■ **To do**
Report every line of the listing below in which the string "Buddhi" appears.

■ **Dataset entries**
=== Section Start ===

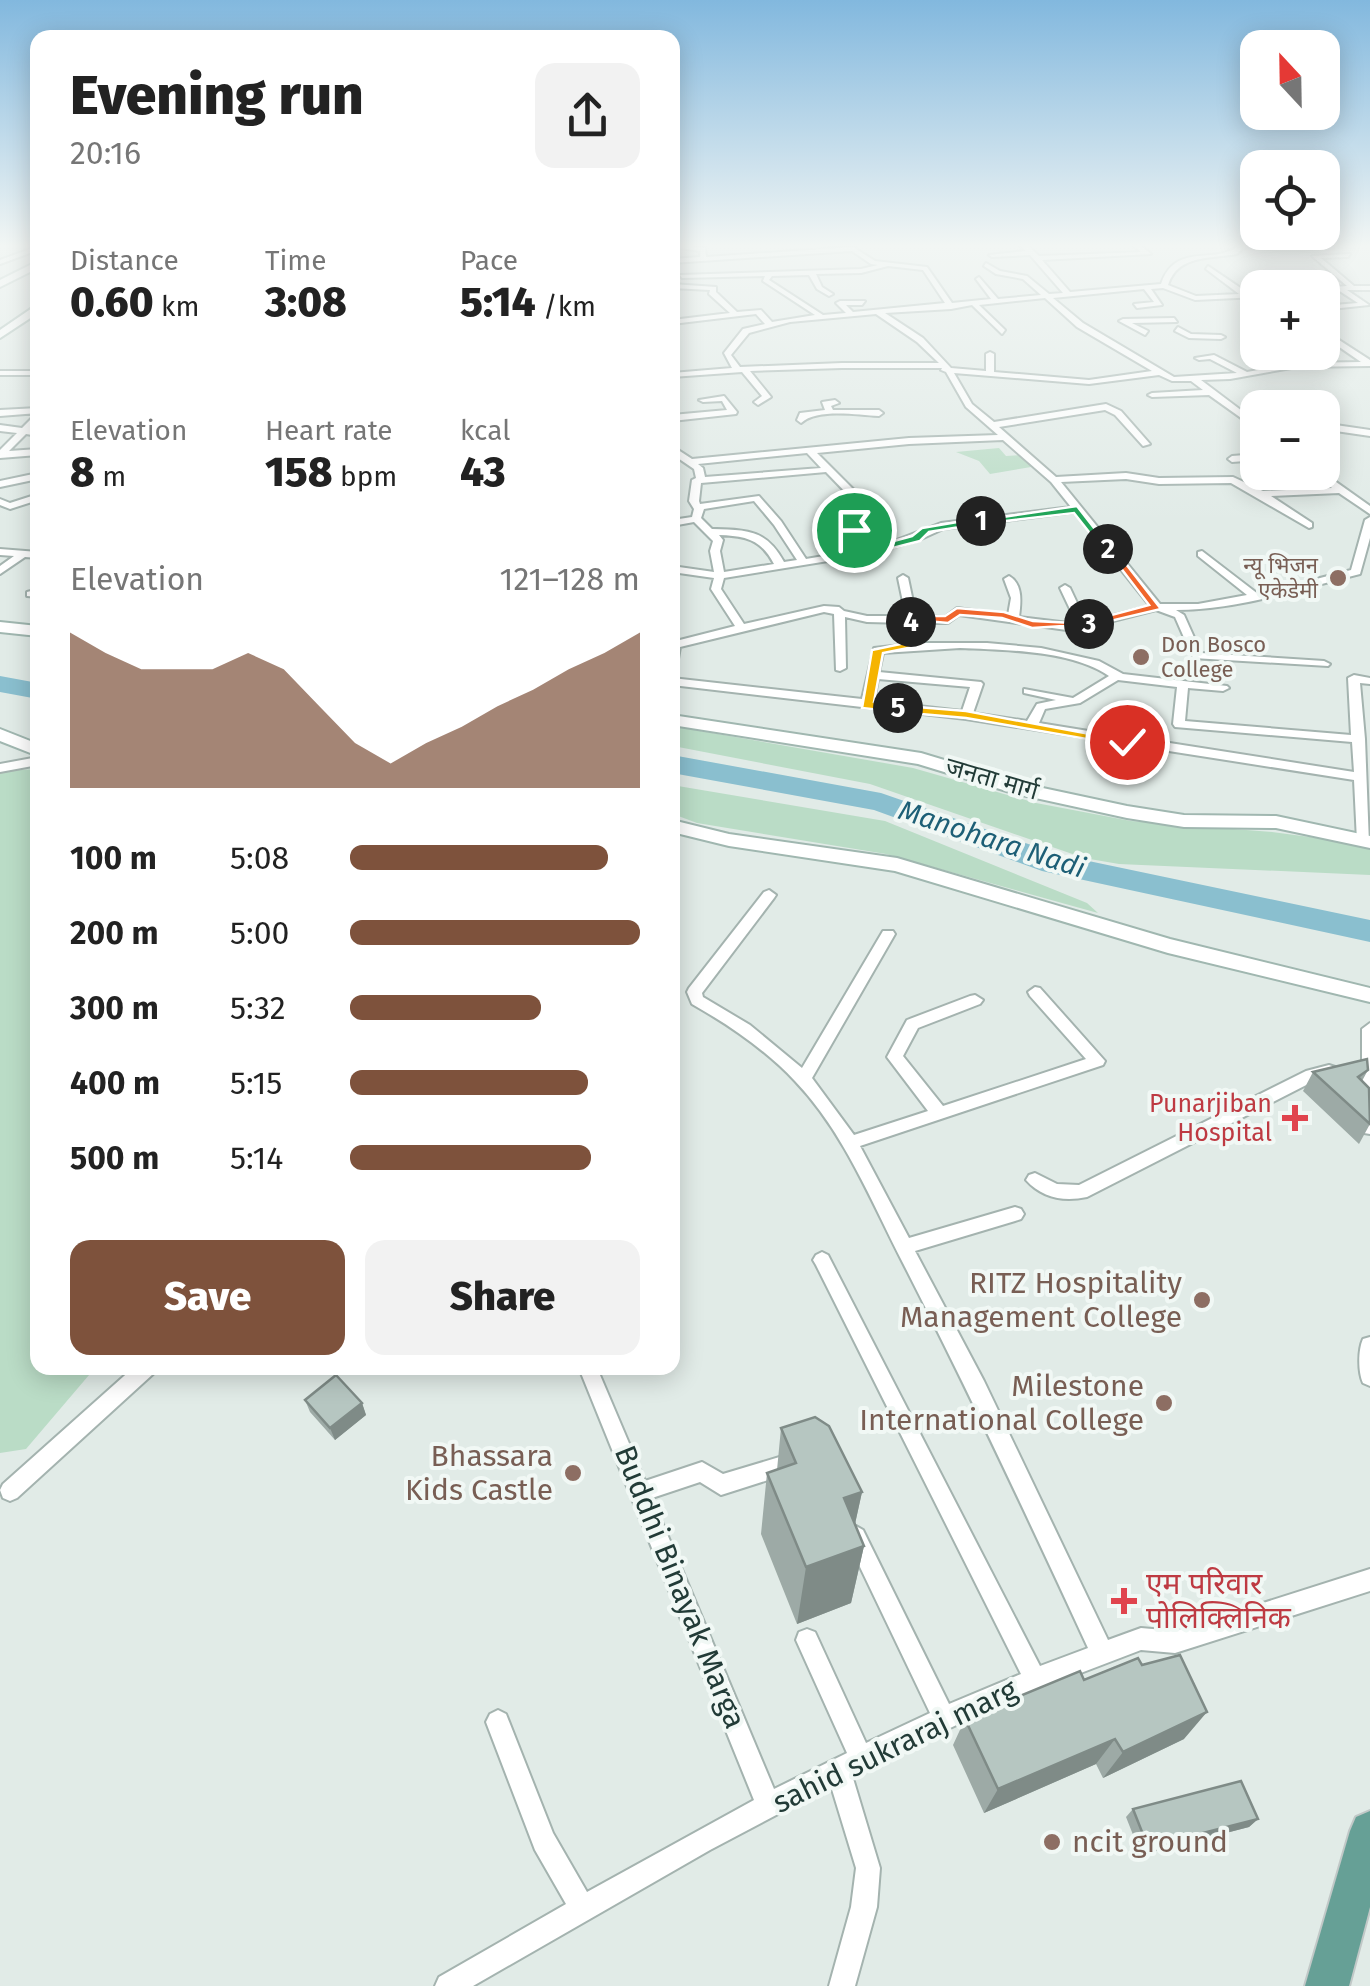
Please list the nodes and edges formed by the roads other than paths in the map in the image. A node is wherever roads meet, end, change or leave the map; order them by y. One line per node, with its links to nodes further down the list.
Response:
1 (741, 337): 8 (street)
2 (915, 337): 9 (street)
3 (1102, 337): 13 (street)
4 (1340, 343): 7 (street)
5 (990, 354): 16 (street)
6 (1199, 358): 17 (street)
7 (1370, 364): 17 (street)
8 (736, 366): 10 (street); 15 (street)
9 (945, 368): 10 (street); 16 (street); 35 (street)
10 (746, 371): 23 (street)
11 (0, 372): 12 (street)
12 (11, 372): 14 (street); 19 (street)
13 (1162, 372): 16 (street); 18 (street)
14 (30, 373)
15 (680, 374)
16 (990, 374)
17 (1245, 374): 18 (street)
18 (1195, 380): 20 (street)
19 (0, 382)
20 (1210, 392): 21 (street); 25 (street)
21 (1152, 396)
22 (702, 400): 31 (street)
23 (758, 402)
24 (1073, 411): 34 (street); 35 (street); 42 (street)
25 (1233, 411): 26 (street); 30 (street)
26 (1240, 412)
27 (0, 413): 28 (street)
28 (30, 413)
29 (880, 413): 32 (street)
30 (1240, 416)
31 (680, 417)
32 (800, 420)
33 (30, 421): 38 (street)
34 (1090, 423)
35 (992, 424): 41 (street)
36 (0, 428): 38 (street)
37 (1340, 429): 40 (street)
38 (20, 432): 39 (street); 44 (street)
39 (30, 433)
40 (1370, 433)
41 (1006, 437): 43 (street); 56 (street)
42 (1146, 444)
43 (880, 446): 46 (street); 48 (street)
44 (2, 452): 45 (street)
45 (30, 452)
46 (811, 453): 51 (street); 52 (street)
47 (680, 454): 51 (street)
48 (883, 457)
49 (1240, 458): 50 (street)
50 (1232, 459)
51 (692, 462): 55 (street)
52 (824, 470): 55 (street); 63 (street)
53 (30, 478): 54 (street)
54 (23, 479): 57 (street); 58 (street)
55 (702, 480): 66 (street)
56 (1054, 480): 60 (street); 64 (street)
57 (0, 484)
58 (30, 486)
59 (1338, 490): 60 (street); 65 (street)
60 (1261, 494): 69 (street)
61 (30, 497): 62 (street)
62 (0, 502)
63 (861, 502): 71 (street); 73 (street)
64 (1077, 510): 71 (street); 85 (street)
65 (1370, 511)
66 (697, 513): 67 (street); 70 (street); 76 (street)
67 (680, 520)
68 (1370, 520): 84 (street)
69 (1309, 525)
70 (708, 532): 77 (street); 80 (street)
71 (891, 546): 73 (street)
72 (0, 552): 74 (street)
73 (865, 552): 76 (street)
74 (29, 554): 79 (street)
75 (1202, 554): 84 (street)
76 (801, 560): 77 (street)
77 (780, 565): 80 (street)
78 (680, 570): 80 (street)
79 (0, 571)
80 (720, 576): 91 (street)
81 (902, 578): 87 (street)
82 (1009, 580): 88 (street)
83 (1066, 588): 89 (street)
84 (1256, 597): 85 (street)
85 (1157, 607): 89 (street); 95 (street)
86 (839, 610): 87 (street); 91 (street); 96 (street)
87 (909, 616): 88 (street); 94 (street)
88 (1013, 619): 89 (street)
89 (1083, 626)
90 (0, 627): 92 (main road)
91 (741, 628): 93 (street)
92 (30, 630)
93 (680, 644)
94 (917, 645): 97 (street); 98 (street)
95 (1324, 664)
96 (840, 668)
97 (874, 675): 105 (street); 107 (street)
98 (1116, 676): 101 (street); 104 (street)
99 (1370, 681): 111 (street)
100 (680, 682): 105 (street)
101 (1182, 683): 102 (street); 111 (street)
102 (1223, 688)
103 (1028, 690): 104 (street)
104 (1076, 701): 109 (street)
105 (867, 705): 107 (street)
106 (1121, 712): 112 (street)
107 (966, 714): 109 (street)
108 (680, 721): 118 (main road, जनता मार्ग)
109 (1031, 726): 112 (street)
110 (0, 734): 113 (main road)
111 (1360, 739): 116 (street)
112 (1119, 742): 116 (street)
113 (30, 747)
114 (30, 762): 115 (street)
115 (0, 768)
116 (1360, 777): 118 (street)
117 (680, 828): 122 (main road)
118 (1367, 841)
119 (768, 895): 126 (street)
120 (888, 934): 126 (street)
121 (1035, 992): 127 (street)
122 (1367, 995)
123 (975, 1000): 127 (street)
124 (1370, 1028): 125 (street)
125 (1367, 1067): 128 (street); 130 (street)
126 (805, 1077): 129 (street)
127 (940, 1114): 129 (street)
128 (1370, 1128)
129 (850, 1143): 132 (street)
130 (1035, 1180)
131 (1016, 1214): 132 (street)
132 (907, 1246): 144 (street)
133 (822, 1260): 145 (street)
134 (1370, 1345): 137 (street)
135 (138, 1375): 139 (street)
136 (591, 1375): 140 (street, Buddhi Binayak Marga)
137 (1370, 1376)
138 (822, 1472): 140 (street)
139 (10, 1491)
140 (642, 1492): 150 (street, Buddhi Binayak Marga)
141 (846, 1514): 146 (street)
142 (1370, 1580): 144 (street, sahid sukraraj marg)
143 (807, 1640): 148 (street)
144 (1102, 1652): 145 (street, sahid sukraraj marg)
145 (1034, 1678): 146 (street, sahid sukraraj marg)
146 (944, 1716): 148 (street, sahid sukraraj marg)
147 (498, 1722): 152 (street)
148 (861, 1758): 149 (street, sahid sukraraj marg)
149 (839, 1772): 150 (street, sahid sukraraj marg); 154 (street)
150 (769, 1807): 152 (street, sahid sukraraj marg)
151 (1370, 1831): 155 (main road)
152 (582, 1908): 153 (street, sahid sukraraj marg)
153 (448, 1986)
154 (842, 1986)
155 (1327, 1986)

=== Section End ===

■ **Output of the exercise**
136 (591, 1375): 140 (street, Buddhi Binayak Marga)
140 (642, 1492): 150 (street, Buddhi Binayak Marga)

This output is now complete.